* **Task requirements**: Would you please output the data exactly, omitting no line?

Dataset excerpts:
»»

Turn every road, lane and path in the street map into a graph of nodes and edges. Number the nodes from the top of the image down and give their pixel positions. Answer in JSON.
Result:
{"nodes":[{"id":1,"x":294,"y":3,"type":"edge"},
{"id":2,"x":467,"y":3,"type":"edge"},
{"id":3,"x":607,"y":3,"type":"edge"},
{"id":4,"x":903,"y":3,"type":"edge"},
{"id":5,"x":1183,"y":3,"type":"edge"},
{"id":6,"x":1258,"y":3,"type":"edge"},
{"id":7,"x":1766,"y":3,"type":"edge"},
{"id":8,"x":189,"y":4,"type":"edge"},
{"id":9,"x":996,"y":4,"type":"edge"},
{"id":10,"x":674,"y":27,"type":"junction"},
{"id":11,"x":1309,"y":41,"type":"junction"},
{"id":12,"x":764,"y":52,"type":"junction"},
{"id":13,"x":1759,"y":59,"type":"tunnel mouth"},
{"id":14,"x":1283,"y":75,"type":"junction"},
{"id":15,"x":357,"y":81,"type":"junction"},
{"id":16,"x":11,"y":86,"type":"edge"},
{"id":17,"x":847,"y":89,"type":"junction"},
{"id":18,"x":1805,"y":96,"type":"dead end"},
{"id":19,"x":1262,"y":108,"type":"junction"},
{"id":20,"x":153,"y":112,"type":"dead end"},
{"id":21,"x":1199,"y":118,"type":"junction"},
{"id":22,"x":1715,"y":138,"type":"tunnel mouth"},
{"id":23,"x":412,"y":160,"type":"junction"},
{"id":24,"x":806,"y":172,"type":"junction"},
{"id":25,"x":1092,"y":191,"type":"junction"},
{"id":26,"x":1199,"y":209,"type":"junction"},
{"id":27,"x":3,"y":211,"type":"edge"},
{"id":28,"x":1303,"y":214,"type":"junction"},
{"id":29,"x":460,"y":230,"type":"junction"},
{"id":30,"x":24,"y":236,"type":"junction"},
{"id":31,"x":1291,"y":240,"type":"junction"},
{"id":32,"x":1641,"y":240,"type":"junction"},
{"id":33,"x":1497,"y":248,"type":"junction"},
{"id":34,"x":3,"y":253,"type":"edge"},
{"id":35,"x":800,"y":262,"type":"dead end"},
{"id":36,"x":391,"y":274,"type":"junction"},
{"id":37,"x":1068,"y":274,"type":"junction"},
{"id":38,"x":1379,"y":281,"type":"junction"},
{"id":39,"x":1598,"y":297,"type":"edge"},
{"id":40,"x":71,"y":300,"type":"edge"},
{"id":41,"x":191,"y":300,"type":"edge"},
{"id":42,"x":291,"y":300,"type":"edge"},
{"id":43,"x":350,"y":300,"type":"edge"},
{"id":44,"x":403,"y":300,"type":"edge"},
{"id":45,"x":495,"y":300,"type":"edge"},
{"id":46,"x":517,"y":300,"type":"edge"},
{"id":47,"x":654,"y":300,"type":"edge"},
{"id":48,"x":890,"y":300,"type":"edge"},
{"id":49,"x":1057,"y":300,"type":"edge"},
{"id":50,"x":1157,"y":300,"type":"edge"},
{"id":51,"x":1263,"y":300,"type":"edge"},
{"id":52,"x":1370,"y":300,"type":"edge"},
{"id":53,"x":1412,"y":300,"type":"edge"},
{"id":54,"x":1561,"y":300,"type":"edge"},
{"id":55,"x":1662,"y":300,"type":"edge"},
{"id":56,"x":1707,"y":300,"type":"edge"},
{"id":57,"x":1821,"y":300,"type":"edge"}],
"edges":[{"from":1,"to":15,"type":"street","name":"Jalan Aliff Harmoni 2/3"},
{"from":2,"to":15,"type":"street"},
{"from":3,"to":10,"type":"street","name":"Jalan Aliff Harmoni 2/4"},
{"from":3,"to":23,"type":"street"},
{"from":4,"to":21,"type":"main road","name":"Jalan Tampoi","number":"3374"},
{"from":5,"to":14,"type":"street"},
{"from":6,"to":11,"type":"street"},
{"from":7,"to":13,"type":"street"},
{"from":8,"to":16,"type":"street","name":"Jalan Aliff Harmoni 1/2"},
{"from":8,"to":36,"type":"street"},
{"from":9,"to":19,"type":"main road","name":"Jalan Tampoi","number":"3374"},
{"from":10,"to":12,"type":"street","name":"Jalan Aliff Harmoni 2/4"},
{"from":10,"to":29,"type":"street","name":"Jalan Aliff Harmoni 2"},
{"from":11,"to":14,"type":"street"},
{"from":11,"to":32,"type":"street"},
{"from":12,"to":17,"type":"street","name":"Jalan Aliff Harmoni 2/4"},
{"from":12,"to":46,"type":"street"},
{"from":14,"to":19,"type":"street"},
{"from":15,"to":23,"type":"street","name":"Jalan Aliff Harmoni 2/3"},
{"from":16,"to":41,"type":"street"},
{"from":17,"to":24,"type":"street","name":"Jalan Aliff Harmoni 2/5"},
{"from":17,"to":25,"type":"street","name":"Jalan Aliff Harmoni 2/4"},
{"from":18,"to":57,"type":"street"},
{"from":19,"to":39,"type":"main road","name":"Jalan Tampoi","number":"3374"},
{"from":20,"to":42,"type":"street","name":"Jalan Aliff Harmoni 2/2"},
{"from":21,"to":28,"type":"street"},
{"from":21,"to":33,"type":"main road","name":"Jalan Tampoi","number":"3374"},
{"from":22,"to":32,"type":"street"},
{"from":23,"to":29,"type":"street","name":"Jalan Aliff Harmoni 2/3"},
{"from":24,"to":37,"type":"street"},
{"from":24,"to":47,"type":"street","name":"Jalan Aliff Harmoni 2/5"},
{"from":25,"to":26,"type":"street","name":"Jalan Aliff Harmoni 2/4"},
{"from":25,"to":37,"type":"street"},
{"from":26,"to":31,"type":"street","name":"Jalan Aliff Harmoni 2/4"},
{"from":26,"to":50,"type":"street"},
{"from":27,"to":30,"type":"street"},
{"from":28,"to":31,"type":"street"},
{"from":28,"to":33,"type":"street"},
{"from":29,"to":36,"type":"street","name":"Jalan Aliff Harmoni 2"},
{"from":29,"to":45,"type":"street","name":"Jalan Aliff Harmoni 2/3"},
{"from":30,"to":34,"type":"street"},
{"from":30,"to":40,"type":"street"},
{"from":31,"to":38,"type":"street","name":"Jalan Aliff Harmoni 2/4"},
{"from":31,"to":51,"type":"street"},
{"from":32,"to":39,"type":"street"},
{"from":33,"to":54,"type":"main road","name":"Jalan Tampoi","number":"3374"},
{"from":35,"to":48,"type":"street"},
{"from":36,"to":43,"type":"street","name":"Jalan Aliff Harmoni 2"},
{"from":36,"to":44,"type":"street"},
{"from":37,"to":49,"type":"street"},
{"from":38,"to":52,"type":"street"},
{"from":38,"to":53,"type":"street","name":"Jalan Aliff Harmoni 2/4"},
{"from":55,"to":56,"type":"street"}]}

««

* **Expected output**:
Turn every road, lane and path in the street map into a graph of nodes and edges. Number the nodes from the top of the image down and give their pixel positions. Answer in JSON.
Result:
{"nodes":[{"id":1,"x":294,"y":3,"type":"edge"},
{"id":2,"x":467,"y":3,"type":"edge"},
{"id":3,"x":607,"y":3,"type":"edge"},
{"id":4,"x":903,"y":3,"type":"edge"},
{"id":5,"x":1183,"y":3,"type":"edge"},
{"id":6,"x":1258,"y":3,"type":"edge"},
{"id":7,"x":1766,"y":3,"type":"edge"},
{"id":8,"x":189,"y":4,"type":"edge"},
{"id":9,"x":996,"y":4,"type":"edge"},
{"id":10,"x":674,"y":27,"type":"junction"},
{"id":11,"x":1309,"y":41,"type":"junction"},
{"id":12,"x":764,"y":52,"type":"junction"},
{"id":13,"x":1759,"y":59,"type":"tunnel mouth"},
{"id":14,"x":1283,"y":75,"type":"junction"},
{"id":15,"x":357,"y":81,"type":"junction"},
{"id":16,"x":11,"y":86,"type":"edge"},
{"id":17,"x":847,"y":89,"type":"junction"},
{"id":18,"x":1805,"y":96,"type":"dead end"},
{"id":19,"x":1262,"y":108,"type":"junction"},
{"id":20,"x":153,"y":112,"type":"dead end"},
{"id":21,"x":1199,"y":118,"type":"junction"},
{"id":22,"x":1715,"y":138,"type":"tunnel mouth"},
{"id":23,"x":412,"y":160,"type":"junction"},
{"id":24,"x":806,"y":172,"type":"junction"},
{"id":25,"x":1092,"y":191,"type":"junction"},
{"id":26,"x":1199,"y":209,"type":"junction"},
{"id":27,"x":3,"y":211,"type":"edge"},
{"id":28,"x":1303,"y":214,"type":"junction"},
{"id":29,"x":460,"y":230,"type":"junction"},
{"id":30,"x":24,"y":236,"type":"junction"},
{"id":31,"x":1291,"y":240,"type":"junction"},
{"id":32,"x":1641,"y":240,"type":"junction"},
{"id":33,"x":1497,"y":248,"type":"junction"},
{"id":34,"x":3,"y":253,"type":"edge"},
{"id":35,"x":800,"y":262,"type":"dead end"},
{"id":36,"x":391,"y":274,"type":"junction"},
{"id":37,"x":1068,"y":274,"type":"junction"},
{"id":38,"x":1379,"y":281,"type":"junction"},
{"id":39,"x":1598,"y":297,"type":"edge"},
{"id":40,"x":71,"y":300,"type":"edge"},
{"id":41,"x":191,"y":300,"type":"edge"},
{"id":42,"x":291,"y":300,"type":"edge"},
{"id":43,"x":350,"y":300,"type":"edge"},
{"id":44,"x":403,"y":300,"type":"edge"},
{"id":45,"x":495,"y":300,"type":"edge"},
{"id":46,"x":517,"y":300,"type":"edge"},
{"id":47,"x":654,"y":300,"type":"edge"},
{"id":48,"x":890,"y":300,"type":"edge"},
{"id":49,"x":1057,"y":300,"type":"edge"},
{"id":50,"x":1157,"y":300,"type":"edge"},
{"id":51,"x":1263,"y":300,"type":"edge"},
{"id":52,"x":1370,"y":300,"type":"edge"},
{"id":53,"x":1412,"y":300,"type":"edge"},
{"id":54,"x":1561,"y":300,"type":"edge"},
{"id":55,"x":1662,"y":300,"type":"edge"},
{"id":56,"x":1707,"y":300,"type":"edge"},
{"id":57,"x":1821,"y":300,"type":"edge"}],
"edges":[{"from":1,"to":15,"type":"street","name":"Jalan Aliff Harmoni 2/3"},
{"from":2,"to":15,"type":"street"},
{"from":3,"to":10,"type":"street","name":"Jalan Aliff Harmoni 2/4"},
{"from":3,"to":23,"type":"street"},
{"from":4,"to":21,"type":"main road","name":"Jalan Tampoi","number":"3374"},
{"from":5,"to":14,"type":"street"},
{"from":6,"to":11,"type":"street"},
{"from":7,"to":13,"type":"street"},
{"from":8,"to":16,"type":"street","name":"Jalan Aliff Harmoni 1/2"},
{"from":8,"to":36,"type":"street"},
{"from":9,"to":19,"type":"main road","name":"Jalan Tampoi","number":"3374"},
{"from":10,"to":12,"type":"street","name":"Jalan Aliff Harmoni 2/4"},
{"from":10,"to":29,"type":"street","name":"Jalan Aliff Harmoni 2"},
{"from":11,"to":14,"type":"street"},
{"from":11,"to":32,"type":"street"},
{"from":12,"to":17,"type":"street","name":"Jalan Aliff Harmoni 2/4"},
{"from":12,"to":46,"type":"street"},
{"from":14,"to":19,"type":"street"},
{"from":15,"to":23,"type":"street","name":"Jalan Aliff Harmoni 2/3"},
{"from":16,"to":41,"type":"street"},
{"from":17,"to":24,"type":"street","name":"Jalan Aliff Harmoni 2/5"},
{"from":17,"to":25,"type":"street","name":"Jalan Aliff Harmoni 2/4"},
{"from":18,"to":57,"type":"street"},
{"from":19,"to":39,"type":"main road","name":"Jalan Tampoi","number":"3374"},
{"from":20,"to":42,"type":"street","name":"Jalan Aliff Harmoni 2/2"},
{"from":21,"to":28,"type":"street"},
{"from":21,"to":33,"type":"main road","name":"Jalan Tampoi","number":"3374"},
{"from":22,"to":32,"type":"street"},
{"from":23,"to":29,"type":"street","name":"Jalan Aliff Harmoni 2/3"},
{"from":24,"to":37,"type":"street"},
{"from":24,"to":47,"type":"street","name":"Jalan Aliff Harmoni 2/5"},
{"from":25,"to":26,"type":"street","name":"Jalan Aliff Harmoni 2/4"},
{"from":25,"to":37,"type":"street"},
{"from":26,"to":31,"type":"street","name":"Jalan Aliff Harmoni 2/4"},
{"from":26,"to":50,"type":"street"},
{"from":27,"to":30,"type":"street"},
{"from":28,"to":31,"type":"street"},
{"from":28,"to":33,"type":"street"},
{"from":29,"to":36,"type":"street","name":"Jalan Aliff Harmoni 2"},
{"from":29,"to":45,"type":"street","name":"Jalan Aliff Harmoni 2/3"},
{"from":30,"to":34,"type":"street"},
{"from":30,"to":40,"type":"street"},
{"from":31,"to":38,"type":"street","name":"Jalan Aliff Harmoni 2/4"},
{"from":31,"to":51,"type":"street"},
{"from":32,"to":39,"type":"street"},
{"from":33,"to":54,"type":"main road","name":"Jalan Tampoi","number":"3374"},
{"from":35,"to":48,"type":"street"},
{"from":36,"to":43,"type":"street","name":"Jalan Aliff Harmoni 2"},
{"from":36,"to":44,"type":"street"},
{"from":37,"to":49,"type":"street"},
{"from":38,"to":52,"type":"street"},
{"from":38,"to":53,"type":"street","name":"Jalan Aliff Harmoni 2/4"},
{"from":55,"to":56,"type":"street"}]}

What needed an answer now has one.